I can't choose between this one or the next as my favourite in the collection.

A pair of small time criminals, Danny and his volatile brother Tommy. are hired to transport a book to a mysterious customer.  There are very strict rules about this including "Don't open the briefcase" and certainly "Don't touch the book".

Of course, Tommy touches it. He quickly regrets it. They're traveling along a route specified by the customer which takes them into a strange liminal world. And all the time, things are getting worse for Tommy. This is actually genuinely emotional at the end of the story.

This Book Belongs to Olo

This is my other favourite in the collection.  Olo is a ten year old boy (nearly 11) who has made the most amazing pop up book of his house. When he moves parts of the pop up house, it changes the real one.  For his birthday he invites all the children from the local park to his birthday party. he needs new friends to join the old friends trapped in the fictional parts of his house.

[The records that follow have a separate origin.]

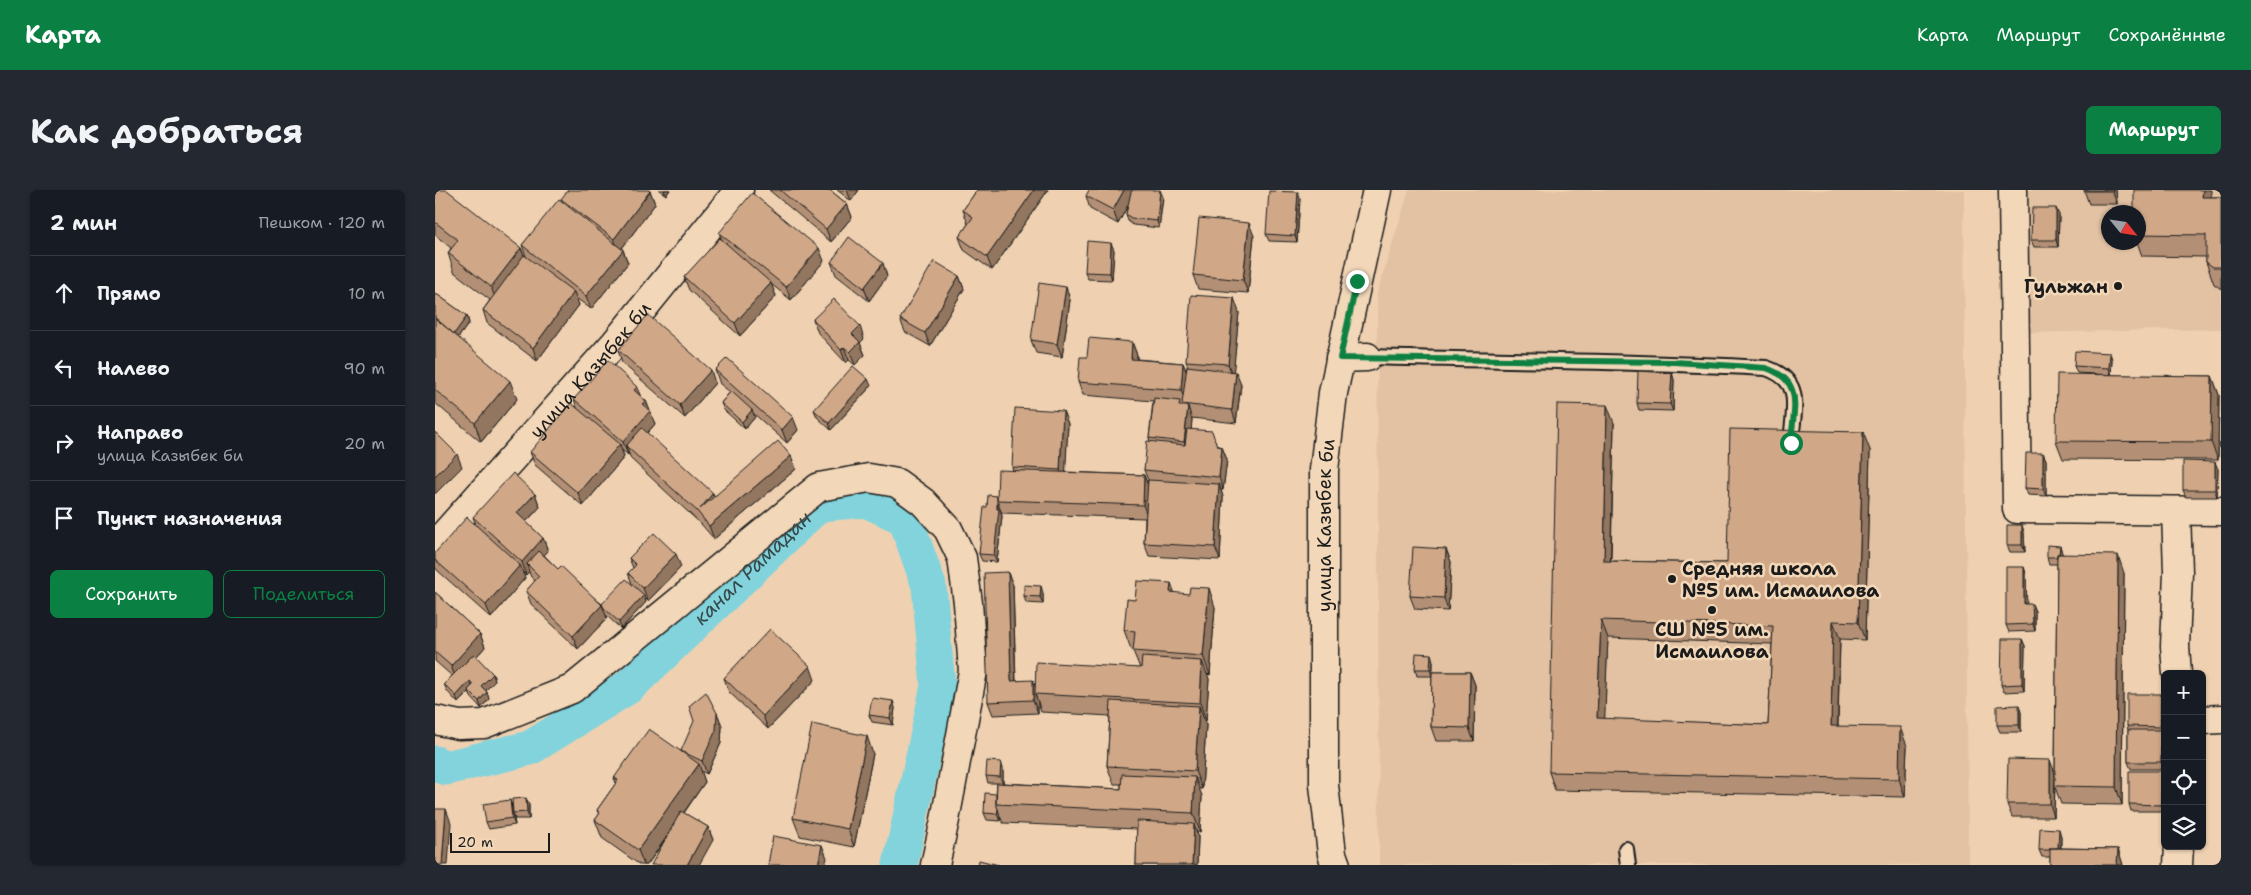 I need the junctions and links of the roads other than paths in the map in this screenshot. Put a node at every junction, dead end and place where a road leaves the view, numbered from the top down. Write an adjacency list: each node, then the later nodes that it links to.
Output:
1 (739, 190): 9 (street, улица Казыбек би)
2 (1377, 190): 5 (street, улица Казыбек би)
3 (2013, 190): 7 (street)
4 (1367, 357): 5 (street); 6 (lane)
5 (1340, 358): 17 (street, улица Казыбек би)
6 (1791, 443)
7 (2176, 511): 8 (street); 10 (street)
8 (2221, 511)
9 (435, 544)
10 (2177, 670)
11 (2221, 718): 13 (street)
12 (435, 720): 16 (street)
13 (2206, 720)
14 (1627, 849): 18 (lane)
15 (2179, 850): 19 (street)
16 (935, 865)
17 (1337, 865)
18 (1628, 865)
19 (2178, 865) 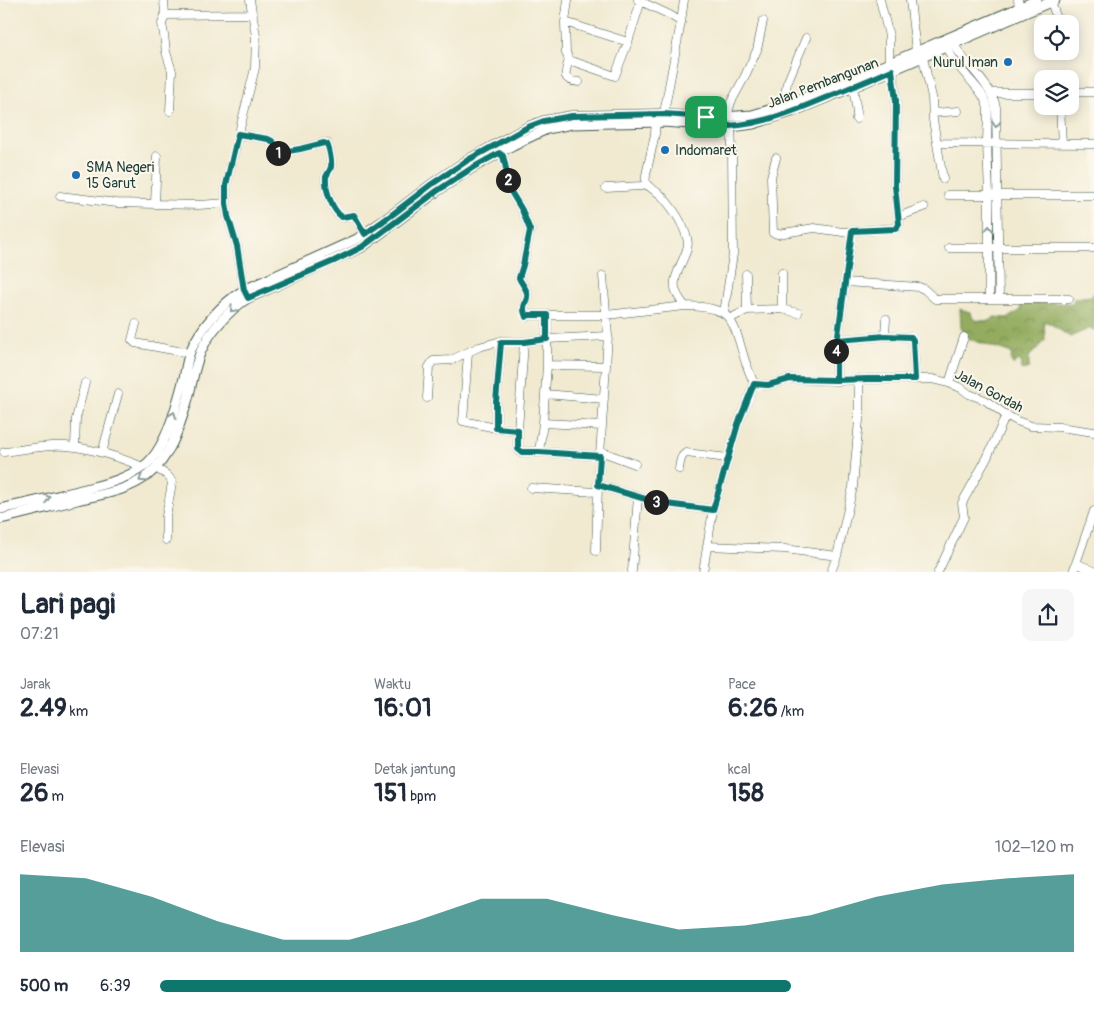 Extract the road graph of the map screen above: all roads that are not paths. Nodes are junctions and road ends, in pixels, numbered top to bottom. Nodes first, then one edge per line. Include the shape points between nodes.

There's a tonal shift in the writing for this story that makes it seriously off kilter and weird long before any supernatural elements are revealed. Olo is one of the most sympathetic villains you're likely to read about.

The Story

We close the collection with an online "find your own adventure" book that seems to have more impact on the real world than it should. Our unlucky hero stumbles into it and... well... he's not in for a good time afterwards.

This one takes its time to get running with the story, but ties everything together in quite a genius final act.

This is an excellent set of stories and has persuaded me the Black Mouth wasn't a fluke.  Malfi needs to be better known on this side of the pond. He really is the natural successor to King.  I get the same vibes from the two books I've read so far as I do with the best of King. I normally don't compare horror books with King because it feels too lazy a comparison, but in this case, I can't not compare. 

I have two more of his books in my TBR and am looking forward to them even more now.

Tuesday, 22 October 2024

Number 82- Baal Robert R McCammon

 

I was warned before I started this one that I probably wouldn't like it. It's McCammon's first novel after all and he wasn't up to his later standards.

I'm happy to report that, despite some reservations, I had a good time with this book.  It was definitely a step up from my last book, since I actually finished it.

It's very much a product of its time and some aspects of the book probably wouldn't get through if it was written today.

A woman is assaulted on her way home from work late one night.  he body is covered in strange hand shaped burn marks where her assailant held her down.  The child born from the assault is not fully human and casts a dark shadow over everyone in his life.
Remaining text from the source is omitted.